## EXERCISE PROMPT:
Would you write out every record that follows exactly, with the pictures left out?

## LISTED RECORDS:
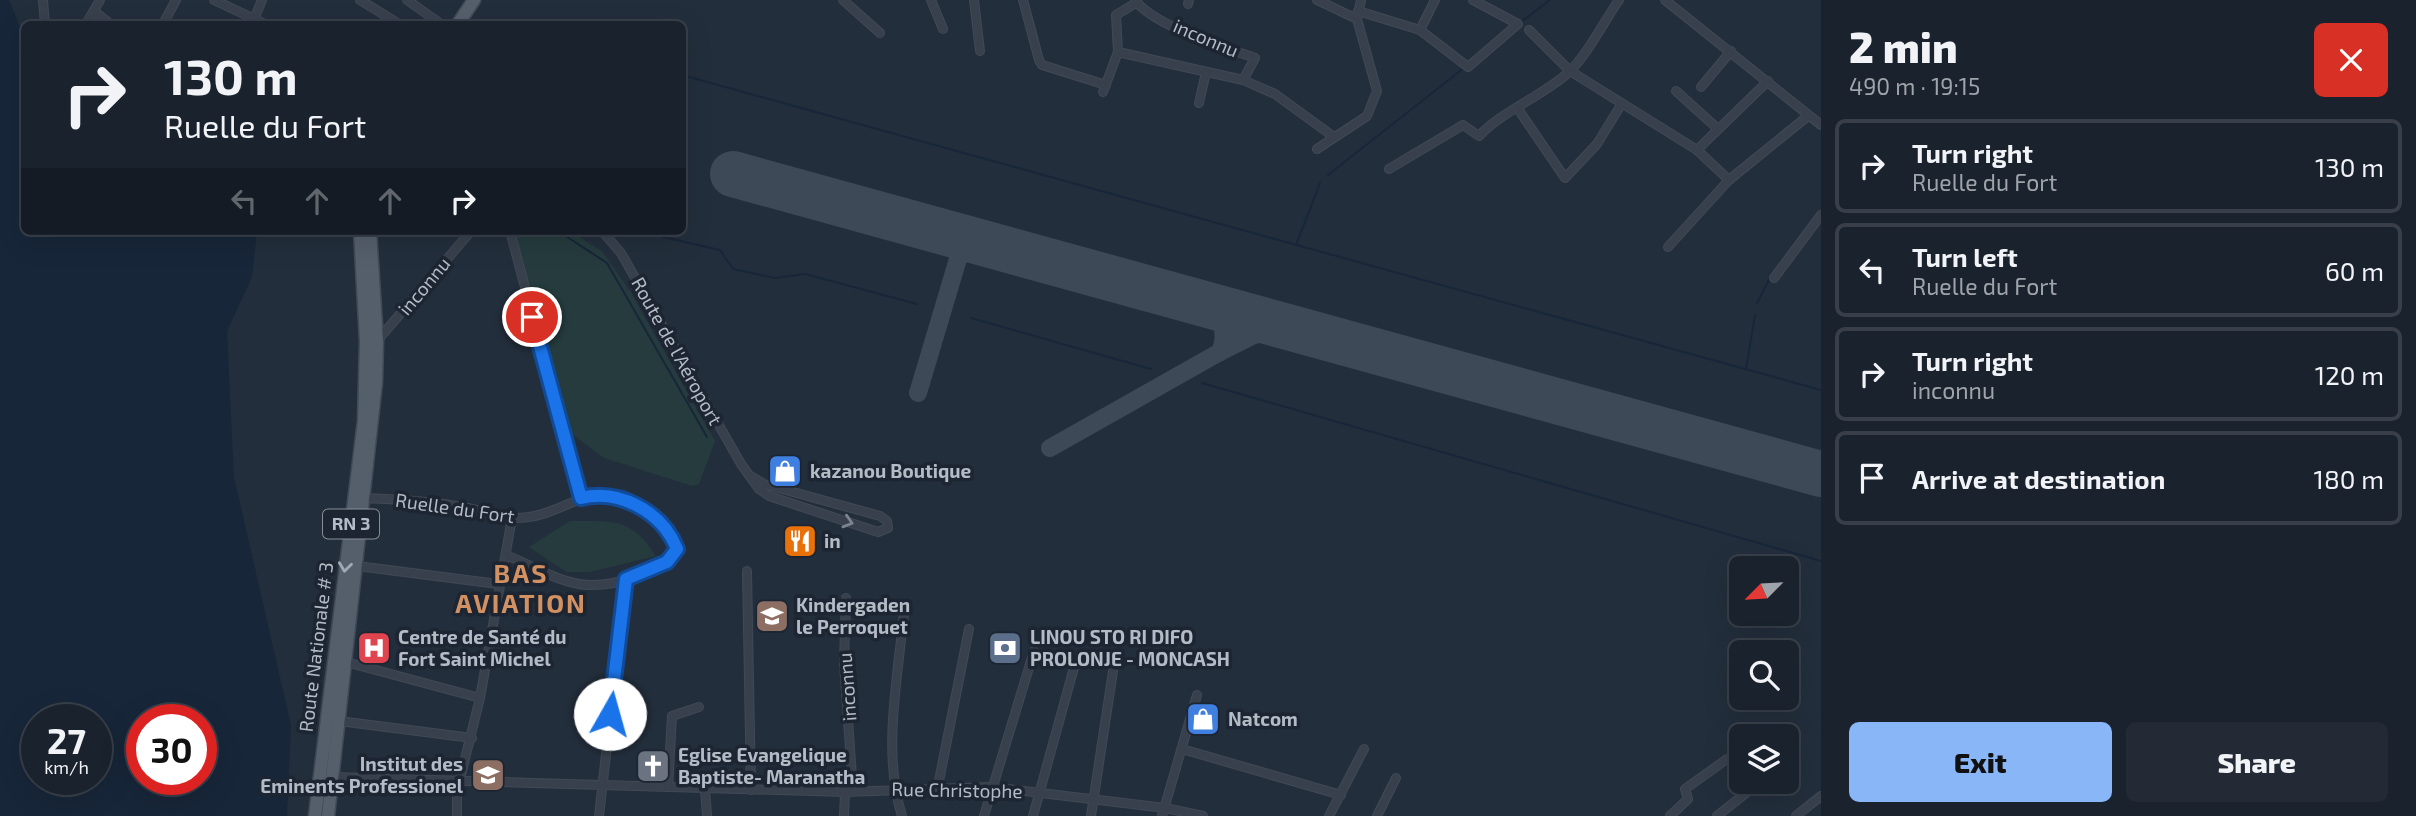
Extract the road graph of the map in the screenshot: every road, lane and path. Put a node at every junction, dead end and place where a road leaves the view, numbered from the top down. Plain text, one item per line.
1 (43, 0) edge
2 (100, 0) edge
3 (176, 0) edge
4 (214, 0) edge
5 (262, 0) edge
6 (360, 0) edge
7 (407, 0) edge
8 (474, 0) edge
9 (843, 0) edge
10 (931, 0) edge
11 (974, 0) edge
12 (1023, 0) edge
13 (1317, 0) edge
14 (1361, 0) edge
15 (1435, 0) edge
16 (1473, 0) edge
17 (1619, 0) edge
18 (1665, 0) edge
19 (1136, 1) edge
20 (94, 11) junction
21 (1358, 15) junction
22 (45, 21) edge
23 (88, 21) edge
24 (106, 21) edge
25 (165, 21) edge
26 (251, 21) edge
27 (253, 21) edge
28 (394, 21) edge
29 (437, 21) edge
30 (460, 21) edge
31 (943, 29) dead end
32 (1420, 30) junction
33 (1530, 30) dead end
34 (880, 33) dead end
35 (981, 51) dead end
36 (1731, 51) junction
37 (1118, 52) junction
38 (1570, 71) junction
39 (1206, 72) junction
40 (1243, 80) junction
41 (1768, 81) junction
42 (1701, 87) dead end
43 (1675, 91) dead end
44 (1199, 103) dead end
45 (1621, 105) junction
46 (1518, 109) junction
47 (1808, 116) junction
48 (1821, 125) edge
49 (1718, 129) junction
50 (1334, 137) junction
51 (1317, 149) dead end
52 (1697, 149) junction
53 (1389, 169) dead end
54 (1729, 180) junction
55 (1821, 215) edge
56 (360, 235) edge
57 (370, 235) edge
58 (468, 235) edge
59 (511, 235) edge
60 (605, 235) edge
61 (1668, 247) dead end
62 (1774, 278) dead end
63 (377, 341) junction
64 (749, 475) junction
65 (360, 498) junction
66 (581, 498) junction
67 (512, 518) junction
68 (506, 555) junction
69 (357, 566) junction
70 (747, 570) dead end
71 (626, 579) junction
72 (498, 584) junction
73 (846, 598) dead end
74 (904, 612) dead end
75 (344, 629) junction
76 (969, 629) dead end
77 (1034, 651) dead end
78 (346, 663) junction
79 (1075, 664) dead end
80 (1113, 671) dead end
81 (1197, 695) dead end
82 (480, 698) junction
83 (699, 707) dead end
84 (339, 720) junction
85 (472, 738) junction
86 (1182, 749) junction
87 (1364, 749) dead end
88 (1727, 759) dead end
89 (332, 777) junction
90 (1396, 778) dead end
91 (460, 782) junction
92 (600, 786) junction
93 (938, 786) junction
94 (668, 787) junction
95 (991, 787) junction
96 (893, 788) junction
97 (705, 789) junction
98 (751, 790) junction
99 (845, 792) junction
100 (1037, 792) junction
101 (1745, 794) edge
102 (1341, 795) junction
103 (1821, 796) edge
104 (1093, 799) junction
105 (1164, 812) edge
106 (315, 816) edge
107 (328, 816) edge
108 (457, 816) edge
109 (598, 816) edge
110 (707, 816) edge
111 (844, 816) edge
112 (902, 816) edge
113 (984, 816) edge
114 (1032, 816) edge
115 (1091, 816) edge
116 (1203, 816) edge
117 (1329, 816) edge
118 (1377, 816) edge
119 (1670, 816) edge
120 (1717, 816) edge
121 (1796, 816) edge

1 - 22 street
2 - 20 street
3 - 25 street
4 - 26 street
5 - 27 street
6 - 28 street
7 - 29 street
8 - 30 main road
9 - 34 street
10 - 31 street
11 - 35 street
12 - 37 street, inconnu
13 - 21 street
14 - 21 street
15 - 32 street
16 - 32 street
17 - 38 street
18 - 36 street
19 - 37 street, inconnu
19 - 40 street, inconnu
20 - 23 street
20 - 24 street
21 - 32 street
21 - 50 street
33 - 38 street
36 - 41 street
36 - 42 street
37 - 39 street, inconnu
38 - 45 street
38 - 46 street
39 - 40 street, inconnu
39 - 44 street, inconnu
40 - 50 street, inconnu
41 - 47 street
41 - 49 street
43 - 49 street
45 - 46 street
45 - 52 street
46 - 53 street
47 - 48 street
47 - 54 street
49 - 52 street
50 - 51 street
52 - 54 street
54 - 61 street
55 - 62 street
56 - 65 main road, Route Nationale # 3 / RN 3
57 - 63 main road, Route Nationale # 3 / RN 3
58 - 63 street, inconnu
59 - 66 street
60 - 64 street, Route de l'Aéroport
63 - 65 main road, Route Nationale # 3 / RN 3
64 -> 64 street, Route de l'Aéroport
65 - 67 street, Ruelle du Fort
65 - 69 main road, Route Nationale # 3 / RN 3
65 -> 75 main road, Route Nationale # 3 / RN 3
66 - 67 street, Ruelle du Fort
66 - 71 street, Ruelle du Fort
67 - 68 street
68 - 71 street, Ruelle du Fort
68 - 72 street
69 - 72 street
69 - 75 main road, Route Nationale # 3 / RN 3
70 - 98 street
71 - 92 street
72 - 82 street
73 - 99 street, inconnu
74 - 96 street
75 - 78 main road, Route Nationale # 3 / RN 3
75 - 106 main road, Route Nationale # 3 / RN 3
76 - 93 street
77 - 95 street
78 - 82 street
78 - 84 main road, Route Nationale # 3 / RN 3
79 - 100 street
80 - 104 street
81 - 86 street
82 - 85 street
83 - 94 street
84 - 85 street
84 - 89 main road, Route Nationale # 3 / RN 3
85 - 91 street
86 - 102 street
86 - 105 street
87 - 102 street
88 - 119 street
89 - 91 street, Rue Christophe
89 - 107 main road, Route Nationale # 3 / RN 3
90 - 118 street
91 - 92 street, Rue Christophe
91 - 108 street
92 - 94 street, Rue Christophe
92 - 109 street
93 - 95 street, Rue Christophe
93 - 96 street, Rue Christophe
94 - 97 street, Rue Christophe
95 - 100 street, Rue Christophe
95 - 113 street
96 - 99 street, Rue Christophe
96 - 112 street
97 - 98 street, Rue Christophe
97 - 110 street
98 - 99 street, Rue Christophe
99 - 111 street, inconnu
100 - 104 street, Rue Christophe
100 - 114 street
101 - 120 street
102 - 117 street
103 - 121 street
104 - 105 street, Rue Christophe
104 - 115 street
105 - 116 street, Rue Christophe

## ANSWER SECTION:
Extract the road graph of the map in the screenshot: every road, lane and path. Put a node at every junction, dead end and place where a road leaves the view, numbered from the top down. Plain text, one item per line.
1 (43, 0) edge
2 (100, 0) edge
3 (176, 0) edge
4 (214, 0) edge
5 (262, 0) edge
6 (360, 0) edge
7 (407, 0) edge
8 (474, 0) edge
9 (843, 0) edge
10 (931, 0) edge
11 (974, 0) edge
12 (1023, 0) edge
13 (1317, 0) edge
14 (1361, 0) edge
15 (1435, 0) edge
16 (1473, 0) edge
17 (1619, 0) edge
18 (1665, 0) edge
19 (1136, 1) edge
20 (94, 11) junction
21 (1358, 15) junction
22 (45, 21) edge
23 (88, 21) edge
24 (106, 21) edge
25 (165, 21) edge
26 (251, 21) edge
27 (253, 21) edge
28 (394, 21) edge
29 (437, 21) edge
30 (460, 21) edge
31 (943, 29) dead end
32 (1420, 30) junction
33 (1530, 30) dead end
34 (880, 33) dead end
35 (981, 51) dead end
36 (1731, 51) junction
37 (1118, 52) junction
38 (1570, 71) junction
39 (1206, 72) junction
40 (1243, 80) junction
41 (1768, 81) junction
42 (1701, 87) dead end
43 (1675, 91) dead end
44 (1199, 103) dead end
45 (1621, 105) junction
46 (1518, 109) junction
47 (1808, 116) junction
48 (1821, 125) edge
49 (1718, 129) junction
50 (1334, 137) junction
51 (1317, 149) dead end
52 (1697, 149) junction
53 (1389, 169) dead end
54 (1729, 180) junction
55 (1821, 215) edge
56 (360, 235) edge
57 (370, 235) edge
58 (468, 235) edge
59 (511, 235) edge
60 (605, 235) edge
61 (1668, 247) dead end
62 (1774, 278) dead end
63 (377, 341) junction
64 (749, 475) junction
65 (360, 498) junction
66 (581, 498) junction
67 (512, 518) junction
68 (506, 555) junction
69 (357, 566) junction
70 (747, 570) dead end
71 (626, 579) junction
72 (498, 584) junction
73 (846, 598) dead end
74 (904, 612) dead end
75 (344, 629) junction
76 (969, 629) dead end
77 (1034, 651) dead end
78 (346, 663) junction
79 (1075, 664) dead end
80 (1113, 671) dead end
81 (1197, 695) dead end
82 (480, 698) junction
83 (699, 707) dead end
84 (339, 720) junction
85 (472, 738) junction
86 (1182, 749) junction
87 (1364, 749) dead end
88 (1727, 759) dead end
89 (332, 777) junction
90 (1396, 778) dead end
91 (460, 782) junction
92 (600, 786) junction
93 (938, 786) junction
94 (668, 787) junction
95 (991, 787) junction
96 (893, 788) junction
97 (705, 789) junction
98 (751, 790) junction
99 (845, 792) junction
100 (1037, 792) junction
101 (1745, 794) edge
102 (1341, 795) junction
103 (1821, 796) edge
104 (1093, 799) junction
105 (1164, 812) edge
106 (315, 816) edge
107 (328, 816) edge
108 (457, 816) edge
109 (598, 816) edge
110 (707, 816) edge
111 (844, 816) edge
112 (902, 816) edge
113 (984, 816) edge
114 (1032, 816) edge
115 (1091, 816) edge
116 (1203, 816) edge
117 (1329, 816) edge
118 (1377, 816) edge
119 (1670, 816) edge
120 (1717, 816) edge
121 (1796, 816) edge

1 - 22 street
2 - 20 street
3 - 25 street
4 - 26 street
5 - 27 street
6 - 28 street
7 - 29 street
8 - 30 main road
9 - 34 street
10 - 31 street
11 - 35 street
12 - 37 street, inconnu
13 - 21 street
14 - 21 street
15 - 32 street
16 - 32 street
17 - 38 street
18 - 36 street
19 - 37 street, inconnu
19 - 40 street, inconnu
20 - 23 street
20 - 24 street
21 - 32 street
21 - 50 street
33 - 38 street
36 - 41 street
36 - 42 street
37 - 39 street, inconnu
38 - 45 street
38 - 46 street
39 - 40 street, inconnu
39 - 44 street, inconnu
40 - 50 street, inconnu
41 - 47 street
41 - 49 street
43 - 49 street
45 - 46 street
45 - 52 street
46 - 53 street
47 - 48 street
47 - 54 street
49 - 52 street
50 - 51 street
52 - 54 street
54 - 61 street
55 - 62 street
56 - 65 main road, Route Nationale # 3 / RN 3
57 - 63 main road, Route Nationale # 3 / RN 3
58 - 63 street, inconnu
59 - 66 street
60 - 64 street, Route de l'Aéroport
63 - 65 main road, Route Nationale # 3 / RN 3
64 -> 64 street, Route de l'Aéroport
65 - 67 street, Ruelle du Fort
65 - 69 main road, Route Nationale # 3 / RN 3
65 -> 75 main road, Route Nationale # 3 / RN 3
66 - 67 street, Ruelle du Fort
66 - 71 street, Ruelle du Fort
67 - 68 street
68 - 71 street, Ruelle du Fort
68 - 72 street
69 - 72 street
69 - 75 main road, Route Nationale # 3 / RN 3
70 - 98 street
71 - 92 street
72 - 82 street
73 - 99 street, inconnu
74 - 96 street
75 - 78 main road, Route Nationale # 3 / RN 3
75 - 106 main road, Route Nationale # 3 / RN 3
76 - 93 street
77 - 95 street
78 - 82 street
78 - 84 main road, Route Nationale # 3 / RN 3
79 - 100 street
80 - 104 street
81 - 86 street
82 - 85 street
83 - 94 street
84 - 85 street
84 - 89 main road, Route Nationale # 3 / RN 3
85 - 91 street
86 - 102 street
86 - 105 street
87 - 102 street
88 - 119 street
89 - 91 street, Rue Christophe
89 - 107 main road, Route Nationale # 3 / RN 3
90 - 118 street
91 - 92 street, Rue Christophe
91 - 108 street
92 - 94 street, Rue Christophe
92 - 109 street
93 - 95 street, Rue Christophe
93 - 96 street, Rue Christophe
94 - 97 street, Rue Christophe
95 - 100 street, Rue Christophe
95 - 113 street
96 - 99 street, Rue Christophe
96 - 112 street
97 - 98 street, Rue Christophe
97 - 110 street
98 - 99 street, Rue Christophe
99 - 111 street, inconnu
100 - 104 street, Rue Christophe
100 - 114 street
101 - 120 street
102 - 117 street
103 - 121 street
104 - 105 street, Rue Christophe
104 - 115 street
105 - 116 street, Rue Christophe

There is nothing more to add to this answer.